__Try it__.
Filter the records for lines holding the string "paths".

(Dataset entries)
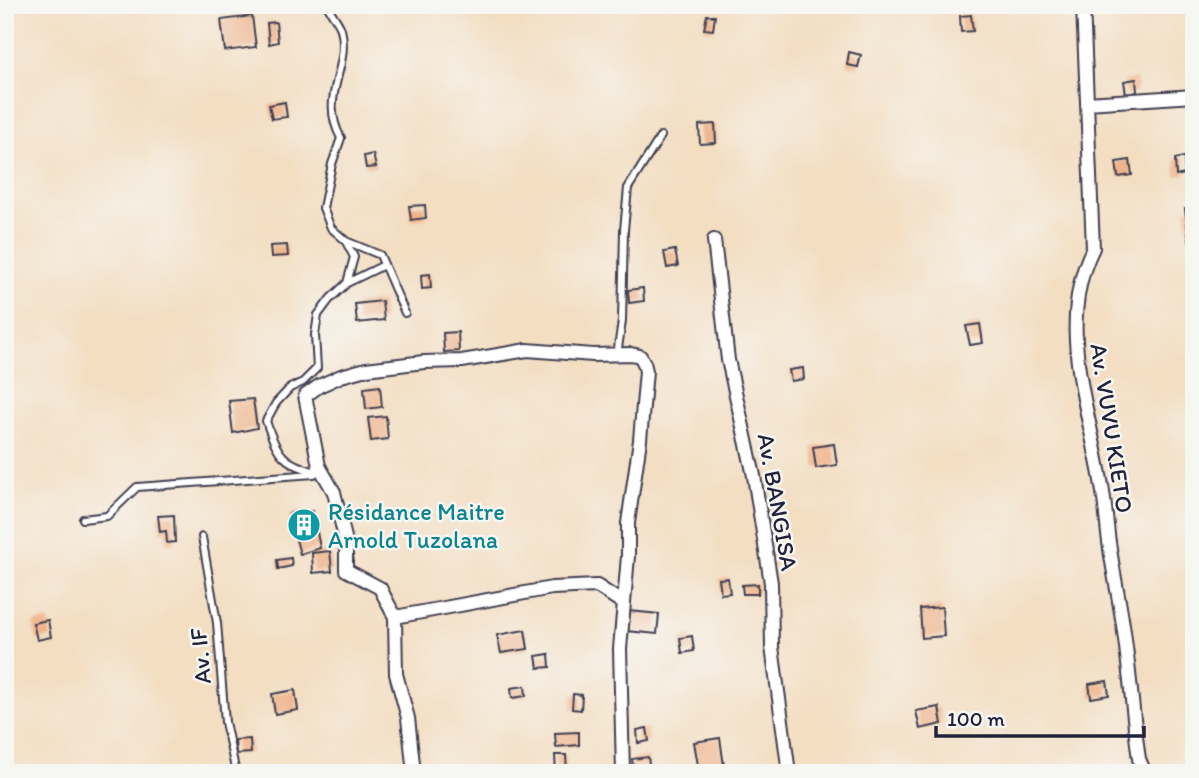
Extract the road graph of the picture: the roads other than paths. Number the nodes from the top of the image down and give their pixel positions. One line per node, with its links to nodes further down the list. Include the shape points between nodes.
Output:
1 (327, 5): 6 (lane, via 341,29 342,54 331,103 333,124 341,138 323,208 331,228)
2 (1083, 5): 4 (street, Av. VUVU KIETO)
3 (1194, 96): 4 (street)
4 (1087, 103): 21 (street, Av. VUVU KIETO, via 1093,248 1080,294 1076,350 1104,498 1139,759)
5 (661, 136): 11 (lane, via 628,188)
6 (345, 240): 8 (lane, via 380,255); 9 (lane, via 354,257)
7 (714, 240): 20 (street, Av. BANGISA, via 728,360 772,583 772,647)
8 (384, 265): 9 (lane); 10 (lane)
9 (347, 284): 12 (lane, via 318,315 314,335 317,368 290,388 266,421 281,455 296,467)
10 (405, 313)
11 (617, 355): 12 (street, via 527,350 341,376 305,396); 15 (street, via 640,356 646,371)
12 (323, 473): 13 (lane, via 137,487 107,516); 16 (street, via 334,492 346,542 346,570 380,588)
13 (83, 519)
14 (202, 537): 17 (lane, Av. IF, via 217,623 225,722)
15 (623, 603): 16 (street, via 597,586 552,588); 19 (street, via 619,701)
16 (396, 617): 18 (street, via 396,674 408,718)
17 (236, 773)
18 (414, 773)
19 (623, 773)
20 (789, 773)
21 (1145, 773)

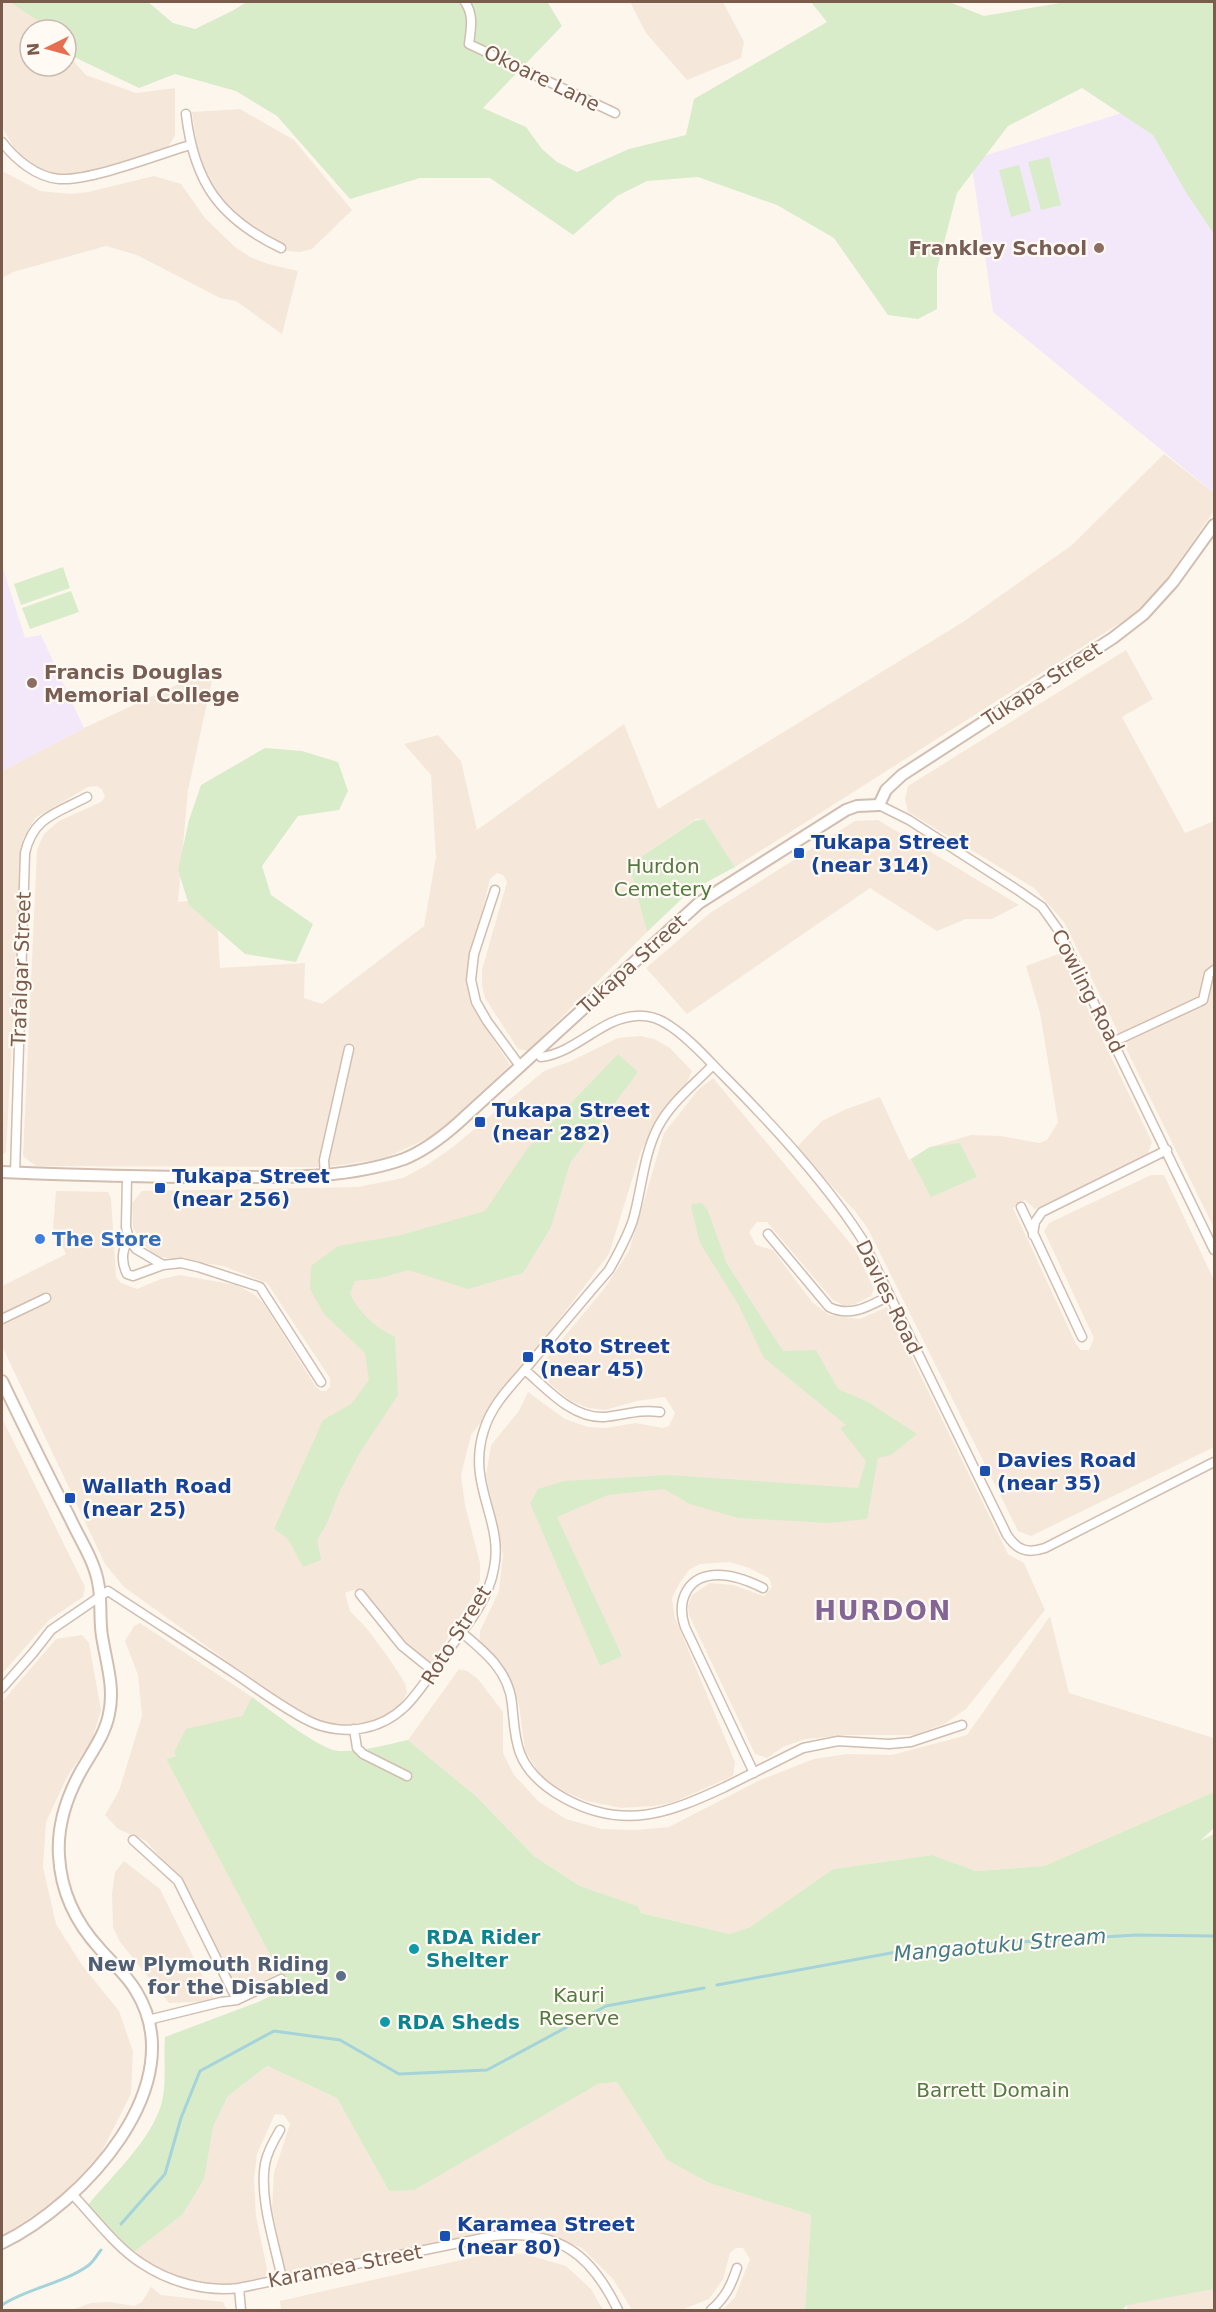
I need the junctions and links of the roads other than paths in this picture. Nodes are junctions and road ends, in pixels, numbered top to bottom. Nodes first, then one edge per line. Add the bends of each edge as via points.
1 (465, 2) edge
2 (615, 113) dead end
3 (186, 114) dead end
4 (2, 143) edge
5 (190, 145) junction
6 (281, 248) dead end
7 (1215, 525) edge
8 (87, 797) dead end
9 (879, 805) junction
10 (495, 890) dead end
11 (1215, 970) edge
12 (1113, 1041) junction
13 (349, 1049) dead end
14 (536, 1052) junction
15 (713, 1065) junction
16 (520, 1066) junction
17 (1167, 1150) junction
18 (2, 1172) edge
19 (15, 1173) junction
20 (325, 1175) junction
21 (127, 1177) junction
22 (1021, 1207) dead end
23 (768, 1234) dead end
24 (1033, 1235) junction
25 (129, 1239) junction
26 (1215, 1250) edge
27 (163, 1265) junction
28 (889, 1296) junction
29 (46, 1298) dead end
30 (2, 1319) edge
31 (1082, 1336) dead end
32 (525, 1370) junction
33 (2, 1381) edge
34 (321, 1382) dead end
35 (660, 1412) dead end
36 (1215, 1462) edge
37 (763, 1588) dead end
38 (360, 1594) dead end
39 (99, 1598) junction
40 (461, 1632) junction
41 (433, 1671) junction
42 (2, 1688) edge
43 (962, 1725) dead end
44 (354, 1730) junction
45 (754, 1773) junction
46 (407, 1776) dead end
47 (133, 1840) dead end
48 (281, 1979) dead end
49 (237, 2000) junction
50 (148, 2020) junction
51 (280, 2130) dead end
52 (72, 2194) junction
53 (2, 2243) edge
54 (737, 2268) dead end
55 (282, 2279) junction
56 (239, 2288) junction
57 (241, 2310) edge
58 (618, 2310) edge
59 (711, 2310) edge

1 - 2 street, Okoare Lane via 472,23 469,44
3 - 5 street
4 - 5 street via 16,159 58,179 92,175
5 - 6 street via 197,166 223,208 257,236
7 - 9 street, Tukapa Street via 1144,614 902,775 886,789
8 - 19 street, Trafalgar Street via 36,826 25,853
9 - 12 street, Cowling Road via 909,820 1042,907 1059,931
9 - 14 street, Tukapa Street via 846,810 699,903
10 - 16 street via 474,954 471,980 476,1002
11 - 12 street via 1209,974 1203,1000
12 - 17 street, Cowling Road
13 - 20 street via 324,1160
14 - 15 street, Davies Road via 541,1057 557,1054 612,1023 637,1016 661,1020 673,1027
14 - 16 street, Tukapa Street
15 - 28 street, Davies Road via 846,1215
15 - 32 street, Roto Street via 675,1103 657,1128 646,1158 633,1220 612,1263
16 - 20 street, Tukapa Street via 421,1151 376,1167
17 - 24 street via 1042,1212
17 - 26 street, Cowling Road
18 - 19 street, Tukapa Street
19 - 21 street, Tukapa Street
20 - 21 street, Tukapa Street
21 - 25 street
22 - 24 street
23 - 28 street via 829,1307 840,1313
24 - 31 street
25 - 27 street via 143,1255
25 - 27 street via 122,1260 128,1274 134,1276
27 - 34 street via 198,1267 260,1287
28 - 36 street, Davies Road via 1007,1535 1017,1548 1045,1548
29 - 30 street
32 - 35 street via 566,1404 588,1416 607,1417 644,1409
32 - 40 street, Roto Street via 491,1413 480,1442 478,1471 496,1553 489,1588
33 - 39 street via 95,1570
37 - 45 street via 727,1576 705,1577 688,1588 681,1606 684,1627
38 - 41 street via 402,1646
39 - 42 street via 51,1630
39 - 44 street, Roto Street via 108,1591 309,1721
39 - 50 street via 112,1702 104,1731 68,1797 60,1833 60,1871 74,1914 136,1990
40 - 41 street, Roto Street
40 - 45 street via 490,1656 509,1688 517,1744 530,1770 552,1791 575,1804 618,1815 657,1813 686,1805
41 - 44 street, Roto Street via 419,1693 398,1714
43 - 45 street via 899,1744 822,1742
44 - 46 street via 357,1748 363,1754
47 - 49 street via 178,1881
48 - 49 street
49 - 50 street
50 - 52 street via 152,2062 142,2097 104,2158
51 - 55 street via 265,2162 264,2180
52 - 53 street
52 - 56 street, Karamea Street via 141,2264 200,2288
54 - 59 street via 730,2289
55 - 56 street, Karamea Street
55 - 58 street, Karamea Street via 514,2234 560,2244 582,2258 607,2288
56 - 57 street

__Exercise output__.
Extract the road graph of the picture: the roads other than paths. Number the nodes from the top of the image down and give their pixel positions. One line per node, with its links to nodes further down the list. Include the shape points between nodes.
I need the junctions and links of the roads other than paths in this picture. Nodes are junctions and road ends, in pixels, numbered top to bottom. Nodes first, then one edge per line. Add the bends of each edge as via points.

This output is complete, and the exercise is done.